**Required action**
Copy each line of the material beneath that holds the word "Broicher".

**Supplied entries**

--------------------

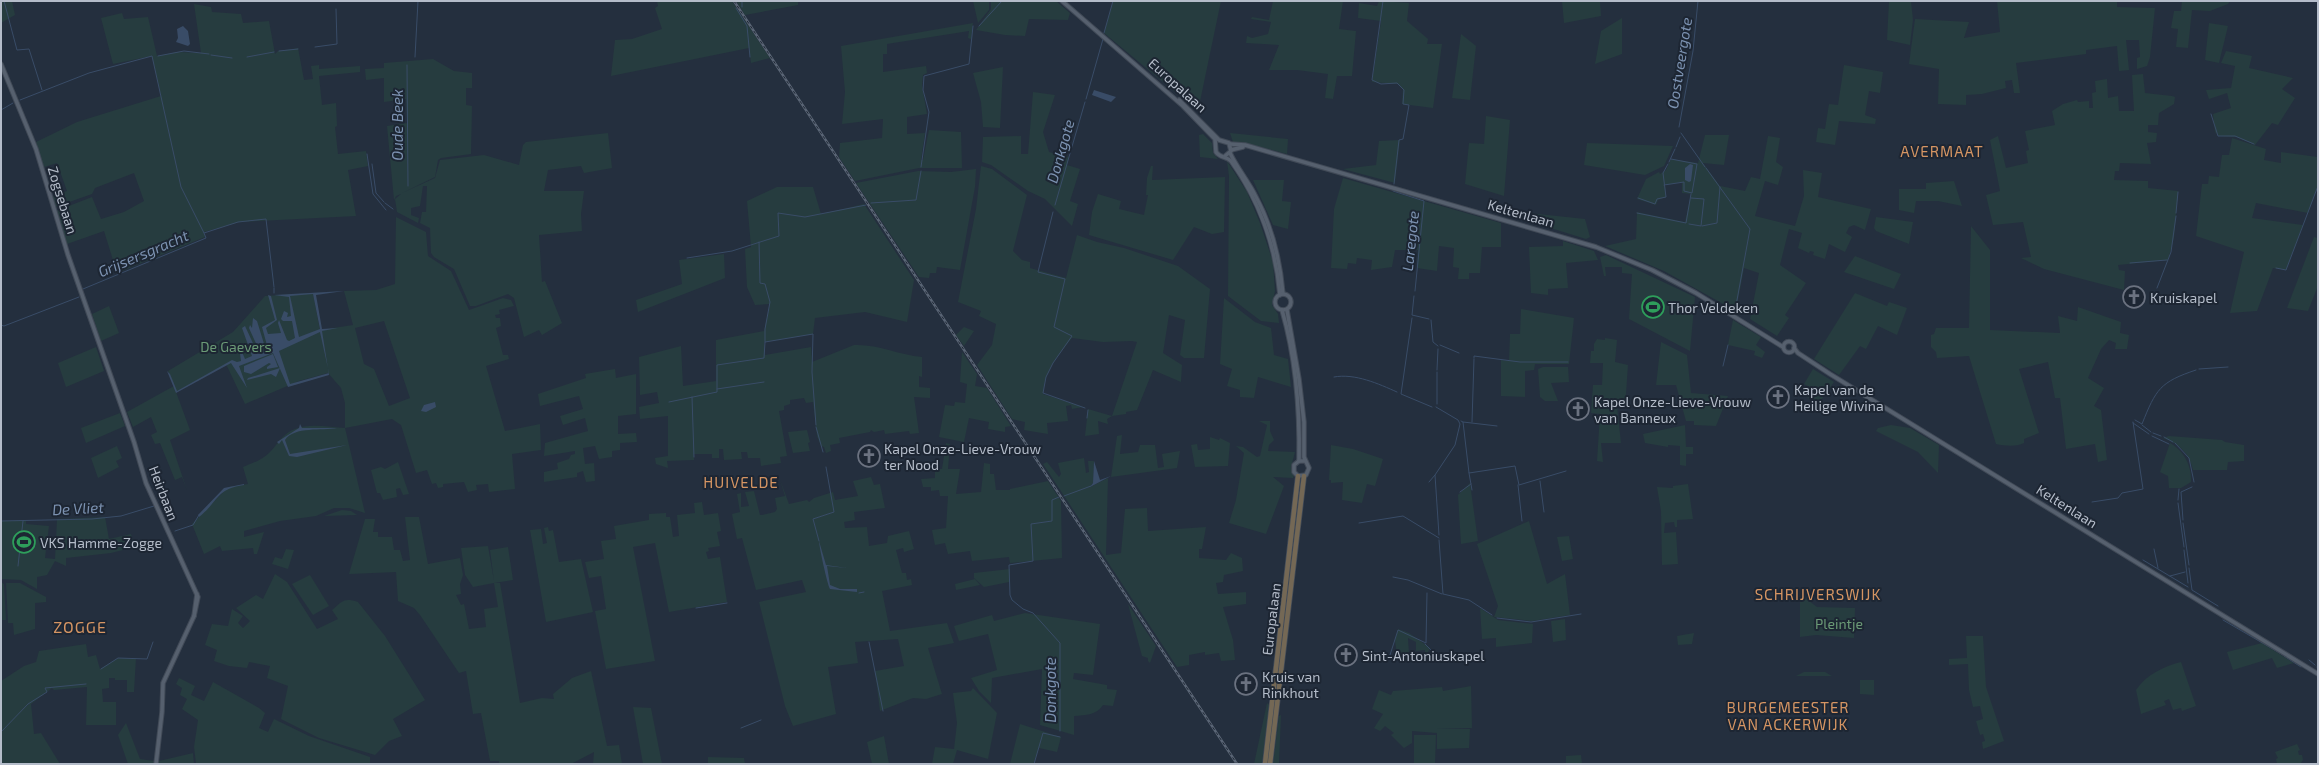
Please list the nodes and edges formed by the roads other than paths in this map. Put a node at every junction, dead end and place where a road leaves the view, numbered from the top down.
1 (1062, 1) edge
2 (1118, 48) junction
3 (1, 64) edge
4 (1221, 141) junction
5 (1217, 144) junction
6 (1230, 144) junction
7 (1252, 148) junction
8 (1231, 151) junction
9 (1225, 156) junction
10 (1282, 295) junction
11 (1282, 310) junction
12 (1287, 310) junction
13 (1770, 337) junction
14 (1786, 342) junction
15 (1784, 347) junction
16 (1794, 348) junction
17 (1790, 352) junction
18 (1804, 357) junction
19 (118, 397) joint
20 (1299, 461) junction
21 (1304, 461) junction
22 (1298, 476) junction
23 (1304, 476) junction
24 (2318, 674) edge
25 (156, 764) edge
26 (1265, 764) edge
27 (1270, 764) edge

1 - 2 main road, Europalaan
2 - 4 main road, Europalaan
2 - 5 main road, Europalaan
3 - 19 main road, Zogsebaan
4 - 5 main road
4 - 6 main road, Europalaan
5 - 9 main road, Europalaan
6 - 7 main road, Keltenlaan
6 - 8 main road, Europalaan
7 - 8 main road, Keltenlaan
7 - 13 main road, Keltenlaan
8 - 9 main road
8 - 10 main road, Europalaan
9 - 10 main road, Europalaan
10 - 11 main road, Europalaan
10 - 12 main road, Europalaan
11 - 12 main road
11 - 20 main road, Europalaan
12 - 21 main road, Europalaan
13 - 14 main road, Keltenlaan
13 - 15 main road, Keltenlaan
14 - 15 main road
14 - 16 main road, Keltenlaan
15 - 17 main road, Keltenlaan
16 - 17 main road
16 - 18 main road, Keltenlaan
17 - 18 main road, Keltenlaan
18 - 24 main road, Keltenlaan
19 - 25 main road, Heirbaan
20 - 21 main road
20 - 22 main road, Europalaan
21 - 23 main road, Europalaan
22 - 23 main road
22 - 26 highway, Europalaan
23 - 27 highway, Europalaan

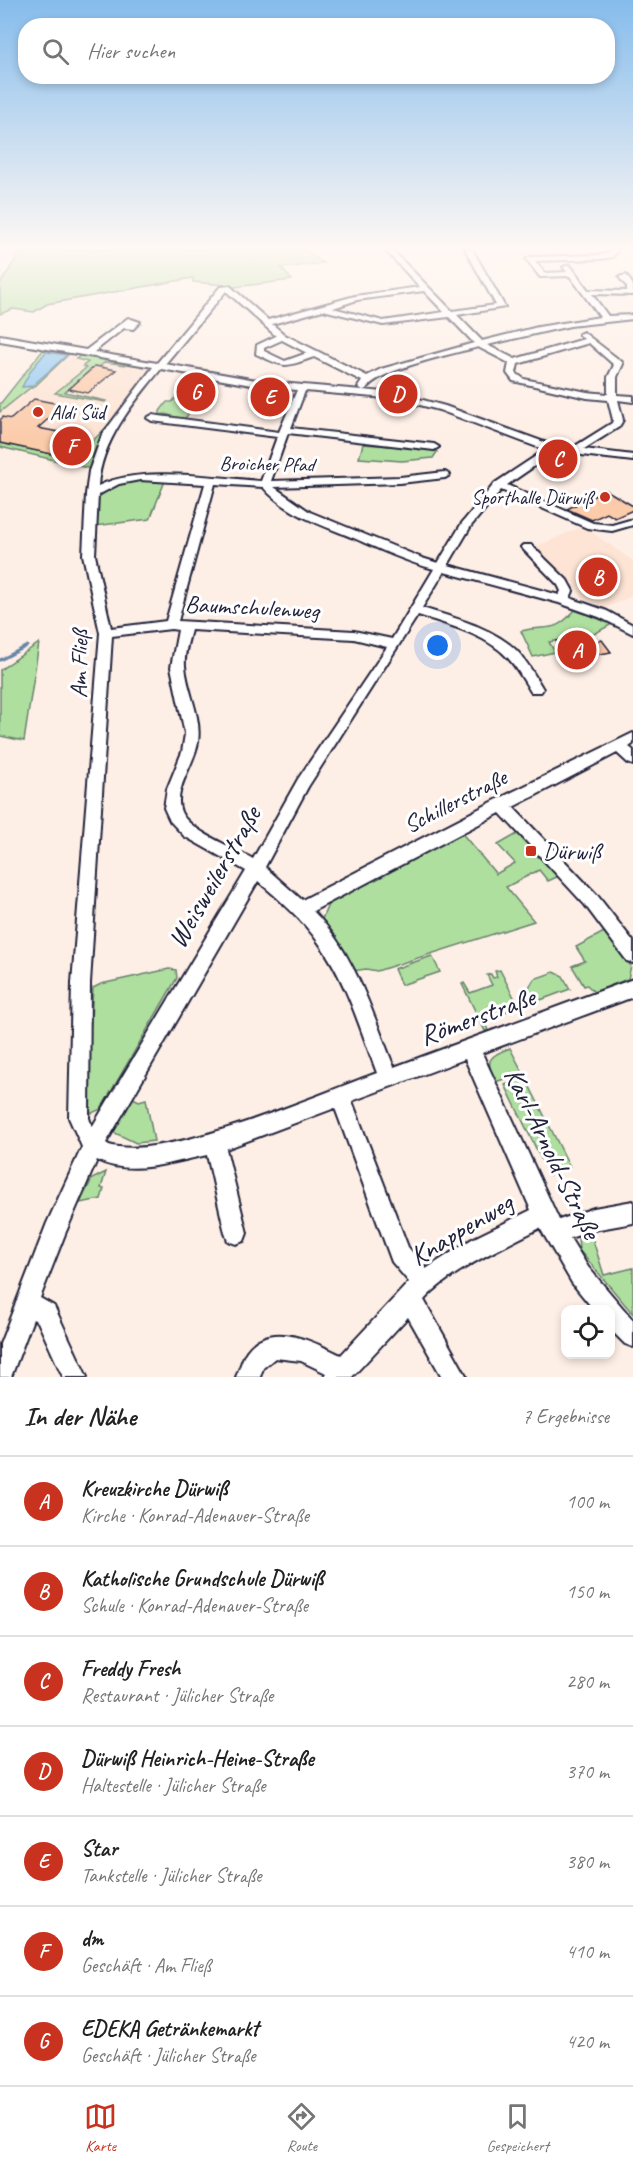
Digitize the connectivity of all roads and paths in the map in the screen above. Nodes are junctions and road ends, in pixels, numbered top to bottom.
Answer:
1 (203, 313) edge
2 (254, 313) edge
3 (302, 313) edge
4 (347, 313) edge
5 (456, 313) edge
6 (602, 313) edge
7 (450, 314) junction
8 (633, 317) edge
9 (606, 319) junction
10 (265, 323) junction
11 (572, 323) junction
12 (122, 325) dead end
13 (282, 337) junction
14 (0, 338) edge
15 (590, 340) junction
16 (481, 345) junction
17 (88, 353) junction
18 (313, 354) junction
19 (631, 361) dead end
20 (514, 362) junction
21 (619, 364) junction
22 (159, 366) junction
23 (367, 380) junction
24 (302, 388) junction
25 (361, 393) junction
26 (613, 398) junction
27 (633, 399) edge
28 (152, 418) dead end
29 (284, 432) junction
30 (434, 447) dead end
31 (553, 449) junction
32 (573, 452) junction
33 (633, 458) edge
34 (445, 475) dead end
35 (212, 481) junction
36 (266, 484) junction
37 (499, 485) junction
38 (91, 494) junction
39 (633, 523) edge
40 (527, 547) dead end
41 (439, 567) junction
42 (563, 600) junction
43 (414, 610) junction
44 (178, 626) junction
45 (633, 630) edge
46 (106, 633) junction
47 (395, 644) junction
48 (536, 689) dead end
49 (633, 738) edge
50 (618, 745) junction
51 (633, 759) edge
52 (501, 804) junction
53 (256, 869) junction
54 (300, 909) junction
55 (633, 955) edge
56 (633, 988) edge
57 (470, 1049) junction
58 (389, 1078) junction
59 (341, 1098) junction
60 (214, 1143) junction
61 (93, 1145) junction
62 (633, 1212) edge
63 (550, 1223) junction
64 (236, 1233) dead end
65 (417, 1290) junction
66 (28, 1303) junction
67 (605, 1305) edge
68 (615, 1316) edge
69 (633, 1336) edge
70 (339, 1373) edge
71 (0, 1374) edge
72 (75, 1377) edge
73 (248, 1377) edge
74 (455, 1377) edge

1 - 22 street, Am Fließ
2 - 10 street, Am Fließ
3 - 10 street
4 - 7 street
5 - 7 street
6 - 9 street
7 - 16 street
8 - 9 street
9 - 11 street
10 - 13 street
11 - 15 street
11 - 16 street
12 - 17 street
13 - 18 street
13 - 18 street
14 - 17 street
15 - 20 street
15 - 21 street
16 - 20 street
16 - 23 street
17 - 22 street
18 - 23 street
19 - 21 street
20 - 26 street
21 - 26 street
22 - 24 street
22 - 38 street, Am Fließ
23 - 25 street
24 - 25 street
24 - 29 street
25 - 31 street
26 - 27 street
26 - 32 street
28 - 29 street
29 - 30 street
29 - 36 street
31 - 32 street
31 - 37 street, Weisweilerstraße
32 - 33 street
34 - 36 street, Broicher Pfad
35 - 36 street, Broicher Pfad
35 - 38 street, Broicher Pfad
35 - 44 street
36 - 41 street
37 - 39 street
37 - 41 street, Weisweilerstraße
38 - 46 street, Am Fließ
40 - 42 street
41 - 42 street
41 - 43 street, Weisweilerstraße
42 - 45 street
43 - 47 street, Weisweilerstraße
43 - 48 street
44 - 46 street, Baumschulenweg
44 - 47 street, Baumschulenweg
44 - 53 street
46 - 61 street, Am Fließ
47 - 53 street, Weisweilerstraße
49 - 50 street, Schillerstraße
50 - 51 street
50 - 52 street, Schillerstraße
52 - 54 street, Schillerstraße
52 - 55 street
53 - 54 street
53 - 61 street, Weisweilerstraße
54 - 58 street
56 - 57 street, Römerstraße
57 - 58 street, Römerstraße
57 - 63 street, Karl-Arnold-Straße
58 - 59 street, Römerstraße
59 - 60 street, Römerstraße
59 - 65 street
60 - 61 street, Römerstraße
60 - 64 street
61 - 66 street, Weisweilerstraße
62 - 63 street, Knappenweg
63 - 65 street, Knappenweg
63 - 67 street, Karl-Arnold-Straße
65 - 70 street, Knappenweg
65 - 74 street, Knappenweg
66 - 71 street, Weisweilerstraße
66 - 72 street
68 - 69 street, Karl-Arnold-Straße
70 - 73 street, Knappenweg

--------------------

**Answer**
34 - 36 street, Broicher Pfad
35 - 36 street, Broicher Pfad
35 - 38 street, Broicher Pfad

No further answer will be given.